Un schéma similaire de manipulation apparaît dans les renseignements présentés sur Al-Sharif. Selon les documents publiés par l’armée, non vérifiés de manière indépendante, il aurait été recruté par le Hamas en 2013 et serait resté actif jusqu’à ce qu’il soit blessé en 2017, ce qui, même si les documents étaient exacts, prouverait qu’il ne jouait aucun rôle dans la guerre actuelle.
Il en va de même pour le cas du journaliste Ismail Al-Ghoul, tué en juillet 2024 dans une frappe aérienne israélienne à Gaza-Ville avec son caméraman. Un mois plus tard, l’armée a affirmé qu’il était un « opérateur de la branche militaire et un terroriste Nukhba », citant un document de 2021 prétendument extrait d’un « ordinateur du Hamas ». Or ce document indiquait qu’il avait reçu son grade militaire en 2007, alors qu’il n’avait que 10 ans, et sept ans avant sa supposée recrue dans le Hamas.
« Trouver le plus de matériel possible pour le hasbara »
L’un des premiers efforts médiatisés de la Cellule de légitimation a eu lieu le 17 octobre 2023, après l’explosion meurtrière de l’hôpital Al-Ahli à Gaza-Ville. Tandis que les médias internationaux, citant le ministère de la Santé de Gaza, rapportaient qu’une frappe israélienne avait tué 500 Palestiniens, les responsables israéliens affirmaient que l’explosion avait été causée par une roquette mal tirée du Jihad islamique et que le bilan était bien moindre.
Le lendemain, l’armée a diffusé un enregistrement que la Cellule avait retrouvé dans des interceptions de renseignements, présenté comme un appel téléphonique entre deux membres du Hamas accusant le Jihad islamique de la bavure. De nombreux médias mondiaux ont ensuite jugé l’hypothèse plausible, certains menant leurs propres enquêtes, et cette divulgation a porté un coup sévère à la crédibilité du ministère de la Santé de Gaza, saluée au sein de l’armée israélienne comme une victoire pour la Cellule.
En décembre 2023, un militant palestinien des droits humains a déclaré à +972 et Local Call qu’il avait été stupéfait d’entendre sa propre voix dans cet enregistrement, qu’il affirmait être simplement une conversation anodine avec un ami. Il a insisté n’avoir jamais été membre du Hamas.

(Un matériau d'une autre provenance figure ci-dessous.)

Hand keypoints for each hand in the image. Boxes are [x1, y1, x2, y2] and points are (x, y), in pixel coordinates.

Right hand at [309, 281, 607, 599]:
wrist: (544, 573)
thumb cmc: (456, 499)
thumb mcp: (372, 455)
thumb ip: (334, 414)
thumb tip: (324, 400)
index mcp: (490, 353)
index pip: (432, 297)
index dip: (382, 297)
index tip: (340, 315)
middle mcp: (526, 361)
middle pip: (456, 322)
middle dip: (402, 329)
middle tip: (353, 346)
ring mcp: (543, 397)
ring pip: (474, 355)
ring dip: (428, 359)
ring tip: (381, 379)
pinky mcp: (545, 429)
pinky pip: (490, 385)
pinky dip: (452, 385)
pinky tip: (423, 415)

Une source ayant travaillé avec la Cellule de légitimation a déclaré que la publication de matériel classifié comme un appel téléphonique était extrêmement controversée. « Ce n’est vraiment pas dans l’ADN de l’Unité 8200 d’exposer nos capacités pour quelque chose d’aussi vague que l’opinion publique », a-t-il expliqué.
Pourtant, les trois sources ont indiqué que l’armée traitait les médias comme une extension du champ de bataille, l’autorisant à déclassifier des renseignements sensibles pour diffusion publique. Même le personnel du renseignement extérieur à la Cellule devait signaler tout élément pouvant servir dans la guerre de l’information. « Il y avait cette phrase : “Ça, c’est bon pour la légitimité” », se rappelle une source. « Le but était simplement de trouver le plus de matériel possible au service du hasbara. »

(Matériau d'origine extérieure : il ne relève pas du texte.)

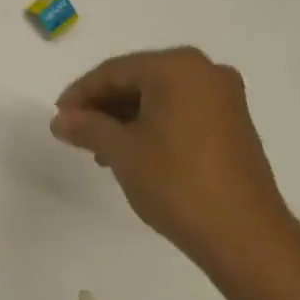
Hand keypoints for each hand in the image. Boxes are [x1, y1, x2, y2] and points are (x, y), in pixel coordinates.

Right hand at [51, 47, 290, 265]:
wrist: (241, 232)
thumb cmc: (175, 182)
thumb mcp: (122, 152)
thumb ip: (87, 128)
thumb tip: (60, 120)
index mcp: (178, 67)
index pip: (115, 71)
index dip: (80, 94)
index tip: (58, 119)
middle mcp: (206, 72)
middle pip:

Après la publication de l’article, des sources officielles de la sécurité ont confirmé à +972 et Local Call que diverses « équipes de recherche » avaient été mises en place au sein du renseignement militaire israélien au cours des deux dernières années dans le but « d’exposer les mensonges du Hamas ». Elles ont déclaré que l’objectif était de « discréditer » les journalistes couvrant la guerre dans les médias audiovisuels « de manière soi-disant fiable et précise », mais qui, selon elles, faisaient en réalité partie du Hamas. Selon ces sources, ces équipes de recherche ne jouent pas de rôle dans la sélection des cibles individuelles à attaquer.
« Je n’ai jamais hésité à dire la vérité »
Le 10 août, l’armée israélienne a tué six journalistes lors d’une frappe qu’elle a admis avoir dirigée contre le reporter d’Al Jazeera Anas Al-Sharif. Deux mois plus tôt, en juillet, le Comité pour la protection des journalistes (CPJ) avait exprimé sa crainte pour la vie d’Al-Sharif, affirmant qu’il était « la cible d’une campagne de diffamation de l’armée israélienne, qu’il considérait comme un prélude à son assassinat ».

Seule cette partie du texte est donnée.